At 9:30AM on July 10, Gershwin’s family was notified about his poor prognosis. A lumbar puncture was performed at 3:30PM on July 10. The opening pressure was 400mm; examination of the cerebrospinal fluid was unremarkable. Later examination showed hyperactive reflexes, positive Babinski bilateral, intermittent positive Hoffman sign on the left. Gershwin’s condition was worsening.
Giants Cross Paths
When an American treasure is in dire need of medical help, the foremost experts in the required field are called to the bedside. Dr. Rand suggested further consultation for Gershwin. Leonore Gershwin, the wife of Ira, called George’s friend Emil Mosbacher. Mosbacher worked on the stock exchange in New York. Leonore urged Mosbacher to fly out an outstanding neurosurgeon to aid George. Mosbacher calls no less than Dr. Harvey Cushing in Boston. Cushing refused operating since he had retired; however, Cushing recommended Dr. Walter Dandy at Johns Hopkins.
Mosbacher tracks Dandy on a yacht, vacationing on the Chesapeake Bay with Maryland Governor Harry Nice. A telegram was sent to the White House, which authorized two Navy Destroyers to go procure the surgeon-at-sea. Dr. Dandy was located, brought to shore, and escorted to Cumberland, Maryland. Dandy was flown to Newark, NJ.
Dr. Naffziger, professor of neurosurgery at UC medical school, arrived at the hospital at 9:30PM July 10th. He too was vacationing on a boat in Lake Tahoe. Dr. Rand had begun trephining Gershwin’s skull for a ventriculogram to localize the brain lesion. A right temporal lobe lesion compressing the right ventricle with deviation passed the midline. A conference call between Mosbacher, Dr. Dandy and Dr. Naffziger indicated emergent surgery was needed. Dr. Dandy, who had arrived in Newark, called off his flight. Gershwin was taken to the operating room for removal of the tumor. The procedure was complete just after midnight.

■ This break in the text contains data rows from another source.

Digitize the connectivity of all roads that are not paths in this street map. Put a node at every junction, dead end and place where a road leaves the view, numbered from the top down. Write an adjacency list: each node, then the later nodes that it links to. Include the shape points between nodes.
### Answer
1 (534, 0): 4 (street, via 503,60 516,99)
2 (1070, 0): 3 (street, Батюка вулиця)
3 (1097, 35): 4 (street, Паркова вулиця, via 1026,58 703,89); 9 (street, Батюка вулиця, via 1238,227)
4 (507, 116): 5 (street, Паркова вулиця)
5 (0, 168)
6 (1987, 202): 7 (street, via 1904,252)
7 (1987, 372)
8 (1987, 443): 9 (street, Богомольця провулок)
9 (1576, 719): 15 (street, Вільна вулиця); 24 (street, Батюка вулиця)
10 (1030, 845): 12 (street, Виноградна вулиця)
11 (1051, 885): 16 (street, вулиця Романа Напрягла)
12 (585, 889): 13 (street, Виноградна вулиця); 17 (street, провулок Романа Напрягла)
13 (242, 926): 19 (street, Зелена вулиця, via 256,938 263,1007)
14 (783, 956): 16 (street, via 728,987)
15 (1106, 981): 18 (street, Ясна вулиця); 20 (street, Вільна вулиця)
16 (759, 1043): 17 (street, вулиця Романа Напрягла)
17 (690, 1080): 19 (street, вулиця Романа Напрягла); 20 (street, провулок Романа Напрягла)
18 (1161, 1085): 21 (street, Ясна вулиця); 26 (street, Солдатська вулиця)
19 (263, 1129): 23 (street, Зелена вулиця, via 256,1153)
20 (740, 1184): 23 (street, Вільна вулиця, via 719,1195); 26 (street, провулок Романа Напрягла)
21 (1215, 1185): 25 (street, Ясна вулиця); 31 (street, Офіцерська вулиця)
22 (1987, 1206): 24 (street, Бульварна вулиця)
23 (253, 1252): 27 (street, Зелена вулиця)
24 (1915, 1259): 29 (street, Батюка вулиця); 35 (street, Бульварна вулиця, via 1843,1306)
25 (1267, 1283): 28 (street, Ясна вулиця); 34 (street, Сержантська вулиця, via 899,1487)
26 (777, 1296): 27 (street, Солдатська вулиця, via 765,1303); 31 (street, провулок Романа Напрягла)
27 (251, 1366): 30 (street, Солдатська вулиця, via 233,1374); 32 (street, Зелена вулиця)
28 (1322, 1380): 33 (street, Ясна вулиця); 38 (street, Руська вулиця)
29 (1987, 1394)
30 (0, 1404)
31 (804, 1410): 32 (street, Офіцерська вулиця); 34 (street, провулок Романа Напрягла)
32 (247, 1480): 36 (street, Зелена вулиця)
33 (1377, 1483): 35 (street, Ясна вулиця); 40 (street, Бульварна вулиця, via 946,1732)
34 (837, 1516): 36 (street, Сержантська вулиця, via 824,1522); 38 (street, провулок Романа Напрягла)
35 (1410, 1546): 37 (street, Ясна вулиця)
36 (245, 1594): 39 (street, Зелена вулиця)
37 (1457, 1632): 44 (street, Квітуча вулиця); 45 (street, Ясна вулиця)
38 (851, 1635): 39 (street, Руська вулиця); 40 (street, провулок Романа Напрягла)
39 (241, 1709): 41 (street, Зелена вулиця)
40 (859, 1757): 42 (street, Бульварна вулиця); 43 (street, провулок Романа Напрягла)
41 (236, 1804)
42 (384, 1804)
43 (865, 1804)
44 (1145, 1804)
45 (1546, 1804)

Postoperatively, Gershwin’s temperature rose to 106.5 Fahrenheit, pulse 180 and respiration rate to 45. He died in a coma at 10:45AM July 11 with his brother Ira at his bedside; he was 38 years old.
The pathology report indicated the 4cm X 3cm X 2cm mass to be consistent microscopically with what now is known as glioblastoma multiforme. Dr. Dandy reached out to Dr. Segall to explain that the fulminant nature of the tumor, especially at the outset, would have likely guaranteed recurrence. Gershwin, had he survived, would have had a very poor prognosis.
Word spread throughout the world with the death of Gershwin. His death added to a list of legendary composers with short, brilliant careers including: Mozart at 36, Schubert at 31 and Bellini at 34. He was laid to rest in a mausoleum built by his mother in 1941 in Mt. Hope Cemetery, with a glass window exposing blue silk hangings in honor of “Rhapsody in Blue.”
For a brief moment in history, the greatest minds in medicine attempted to heal the greatest mind in music. The outcome was not the stuff of romantic films, but of tragedy. Our patients are debilitated and immobilized by injury, and we enable them to return to the hobbies and jobs they love. Their passion to return to their way of living, inspires us to get them there. Gershwin’s death is not all tragedy, from his case we can derive the motivation and passion to become better physicians.
“George Gershwin—Illustrious American Composer.” The American Journal of Surgical Pathology 3.5 (1979): 473-78. Print.
Ljunggren, Bengt. “The Case of George Gershwin.” Neurosurgery 10.6 (1982): 733-36. Print.